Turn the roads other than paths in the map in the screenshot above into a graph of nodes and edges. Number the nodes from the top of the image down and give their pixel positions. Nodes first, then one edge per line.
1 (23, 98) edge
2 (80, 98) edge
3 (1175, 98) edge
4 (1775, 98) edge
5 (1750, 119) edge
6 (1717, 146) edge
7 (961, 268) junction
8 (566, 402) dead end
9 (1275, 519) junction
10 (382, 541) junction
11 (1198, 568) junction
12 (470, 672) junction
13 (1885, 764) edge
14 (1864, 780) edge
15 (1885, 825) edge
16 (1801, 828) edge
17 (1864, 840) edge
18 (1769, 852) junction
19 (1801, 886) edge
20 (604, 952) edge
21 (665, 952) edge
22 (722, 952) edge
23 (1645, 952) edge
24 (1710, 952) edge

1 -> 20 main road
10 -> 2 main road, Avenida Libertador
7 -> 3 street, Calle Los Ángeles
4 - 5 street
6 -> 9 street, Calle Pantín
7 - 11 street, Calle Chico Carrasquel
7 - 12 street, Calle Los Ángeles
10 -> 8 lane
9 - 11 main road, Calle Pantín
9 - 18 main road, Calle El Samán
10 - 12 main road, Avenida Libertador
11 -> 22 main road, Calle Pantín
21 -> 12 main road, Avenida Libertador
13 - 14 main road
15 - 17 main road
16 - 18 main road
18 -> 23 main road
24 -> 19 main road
========================================
Whatever appears in the listing above, write it down again exactly.

■ Task result
Turn the roads other than paths in the map in the screenshot above into a graph of nodes and edges. Number the nodes from the top of the image down and give their pixel positions. Nodes first, then one edge per line.
1 (23, 98) edge
2 (80, 98) edge
3 (1175, 98) edge
4 (1775, 98) edge
5 (1750, 119) edge
6 (1717, 146) edge
7 (961, 268) junction
8 (566, 402) dead end
9 (1275, 519) junction
10 (382, 541) junction
11 (1198, 568) junction
12 (470, 672) junction
13 (1885, 764) edge
14 (1864, 780) edge
15 (1885, 825) edge
16 (1801, 828) edge
17 (1864, 840) edge
18 (1769, 852) junction
19 (1801, 886) edge
20 (604, 952) edge
21 (665, 952) edge
22 (722, 952) edge
23 (1645, 952) edge
24 (1710, 952) edge

1 -> 20 main road
10 -> 2 main road, Avenida Libertador
7 -> 3 street, Calle Los Ángeles
4 - 5 street
6 -> 9 street, Calle Pantín
7 - 11 street, Calle Chico Carrasquel
7 - 12 street, Calle Los Ángeles
10 -> 8 lane
9 - 11 main road, Calle Pantín
9 - 18 main road, Calle El Samán
10 - 12 main road, Avenida Libertador
11 -> 22 main road, Calle Pantín
21 -> 12 main road, Avenida Libertador
13 - 14 main road
15 - 17 main road
16 - 18 main road
18 -> 23 main road
24 -> 19 main road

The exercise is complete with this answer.